→ GIVEN RECORDS
*** Begin section ***
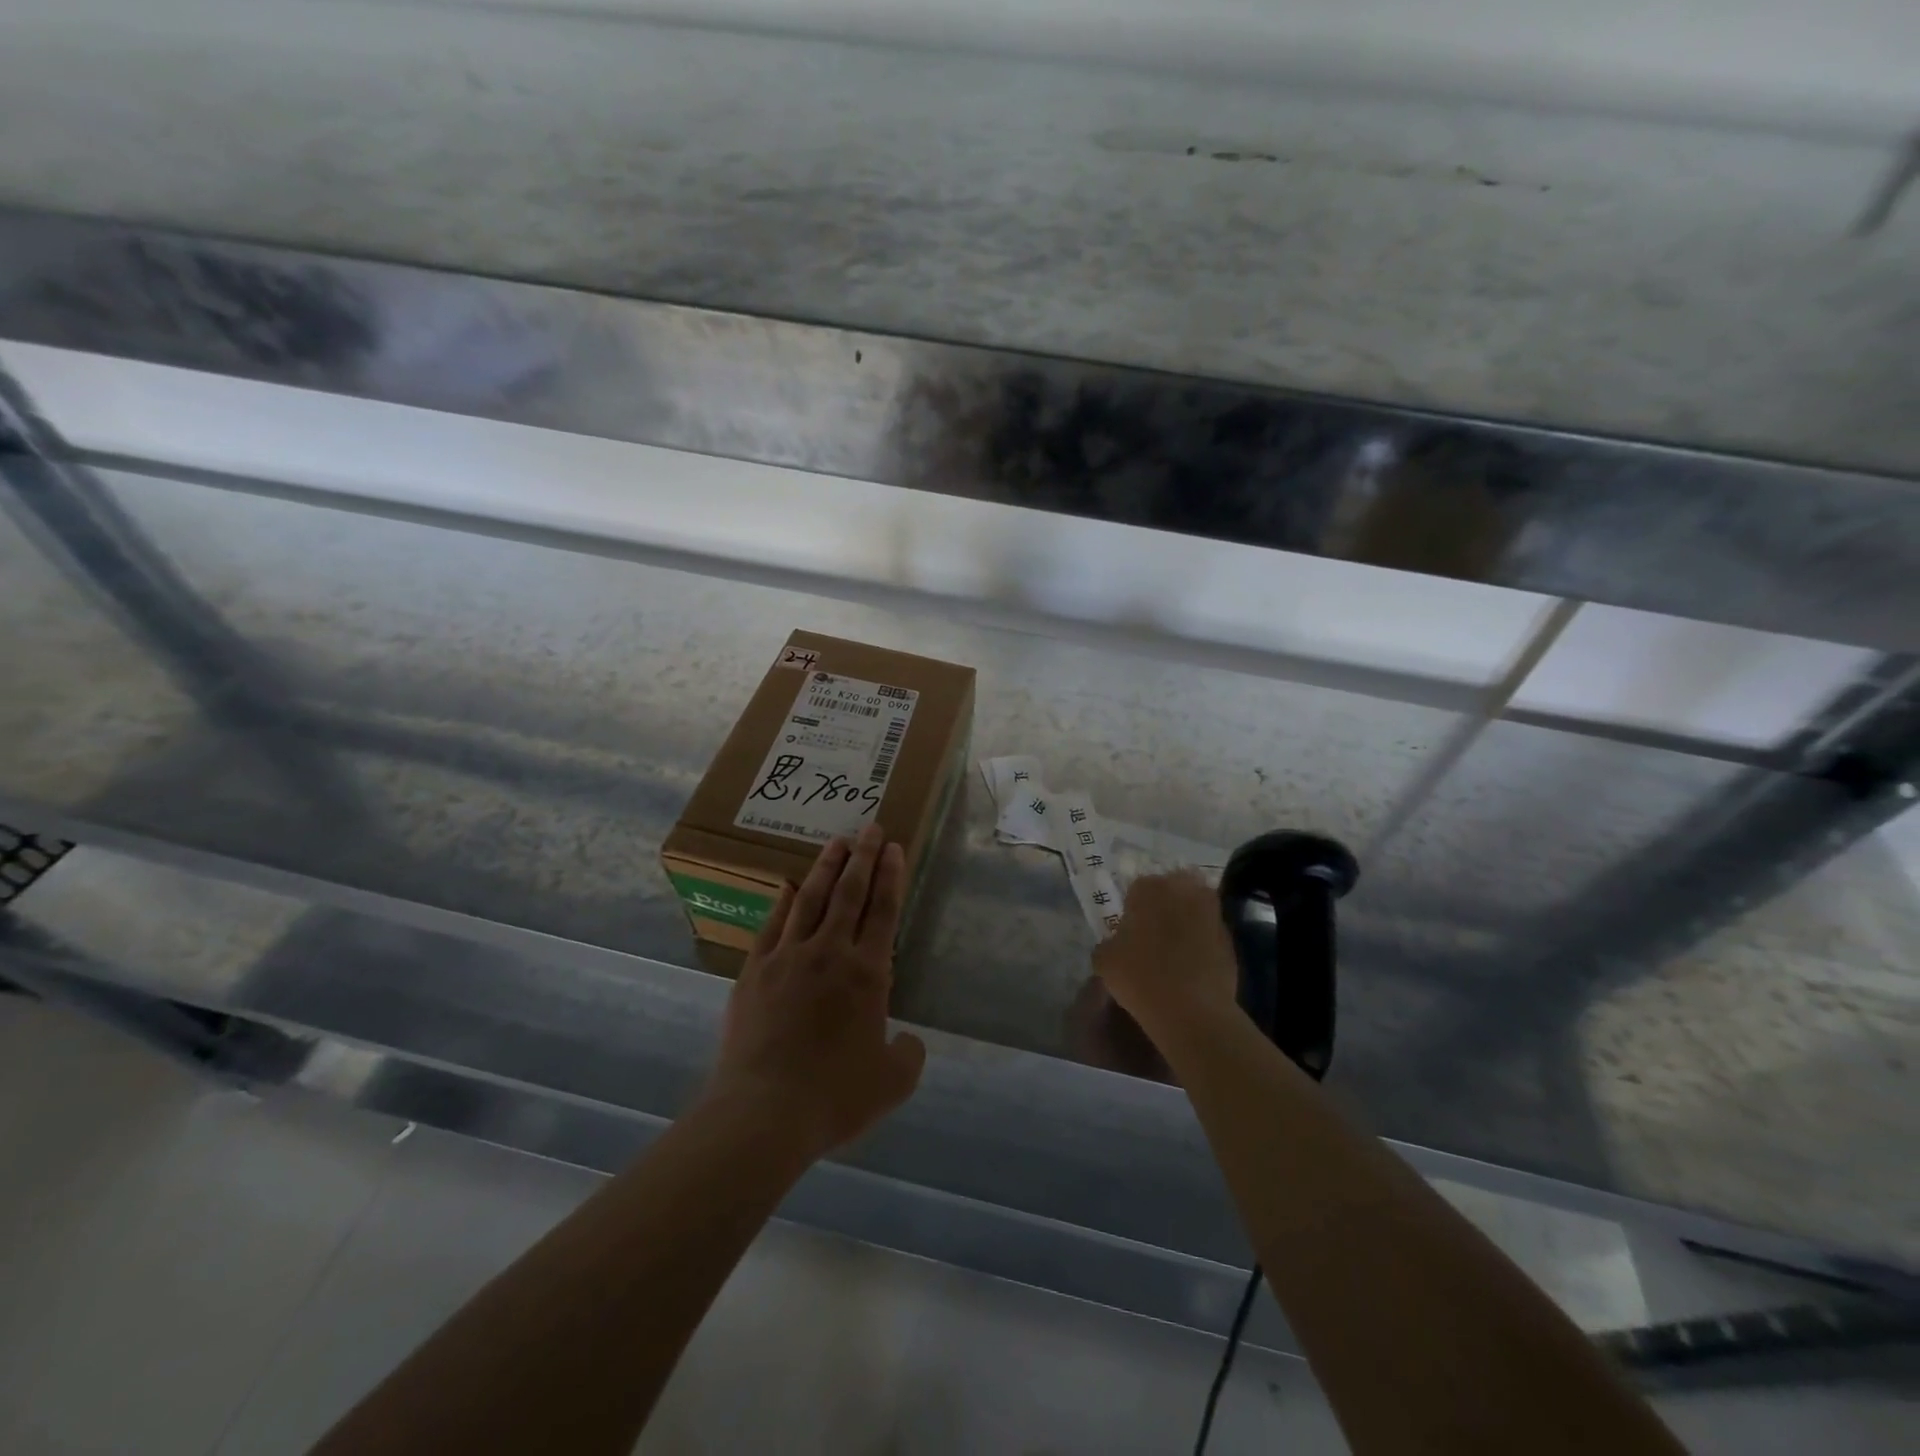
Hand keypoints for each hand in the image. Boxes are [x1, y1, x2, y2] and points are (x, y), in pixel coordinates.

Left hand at [705, 824, 926, 1160]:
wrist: (763, 1112)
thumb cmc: (834, 1096)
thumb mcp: (891, 1083)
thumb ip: (907, 1055)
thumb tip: (906, 1039)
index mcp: (867, 974)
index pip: (883, 912)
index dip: (890, 876)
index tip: (893, 847)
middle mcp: (829, 953)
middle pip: (849, 893)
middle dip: (862, 857)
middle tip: (869, 828)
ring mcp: (787, 957)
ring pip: (811, 900)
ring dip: (826, 868)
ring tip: (836, 843)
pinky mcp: (754, 971)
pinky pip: (772, 925)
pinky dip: (782, 902)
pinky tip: (788, 886)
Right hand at [1092, 870, 1238, 1039]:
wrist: (1191, 1009)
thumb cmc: (1139, 976)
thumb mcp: (1104, 960)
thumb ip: (1109, 943)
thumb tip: (1117, 944)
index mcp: (1149, 888)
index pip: (1137, 888)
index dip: (1133, 908)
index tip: (1130, 929)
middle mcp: (1183, 890)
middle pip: (1172, 889)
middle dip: (1164, 905)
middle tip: (1153, 932)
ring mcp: (1212, 912)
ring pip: (1194, 908)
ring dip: (1186, 920)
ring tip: (1174, 949)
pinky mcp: (1230, 938)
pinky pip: (1210, 933)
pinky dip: (1202, 942)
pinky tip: (1192, 966)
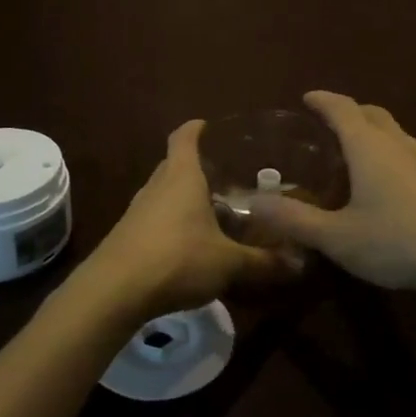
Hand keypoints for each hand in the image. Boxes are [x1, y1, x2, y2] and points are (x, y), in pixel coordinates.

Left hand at [66, 120, 296, 327]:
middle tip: (224, 177)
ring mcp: (137, 210)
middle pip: (174, 165)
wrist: (114, 291)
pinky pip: (154, 219)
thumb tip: (301, 263)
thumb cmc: (177, 259)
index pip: (184, 138)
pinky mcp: (126, 236)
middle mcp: (157, 185)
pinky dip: (171, 223)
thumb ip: (263, 261)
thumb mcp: (228, 263)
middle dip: (196, 168)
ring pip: (163, 193)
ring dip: (183, 198)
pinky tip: (188, 245)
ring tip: (211, 211)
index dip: (196, 129)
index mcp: (182, 176)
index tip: (208, 125)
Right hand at [251, 91, 415, 297]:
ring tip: (353, 153)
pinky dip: (388, 153)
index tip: (306, 98)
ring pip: (392, 132)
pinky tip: (386, 184)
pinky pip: (406, 152)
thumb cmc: (400, 240)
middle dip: (348, 111)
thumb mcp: (338, 236)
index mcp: (367, 146)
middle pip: (370, 113)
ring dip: (371, 132)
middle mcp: (396, 143)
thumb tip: (252, 204)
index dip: (322, 100)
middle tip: (327, 124)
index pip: (340, 108)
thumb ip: (295, 220)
*** End section ***
→ REQUIREMENT
If a line of the data contains "hand", it counts; report the number of such lines and nothing else.

→ REPLY TO THE EXERCISE
6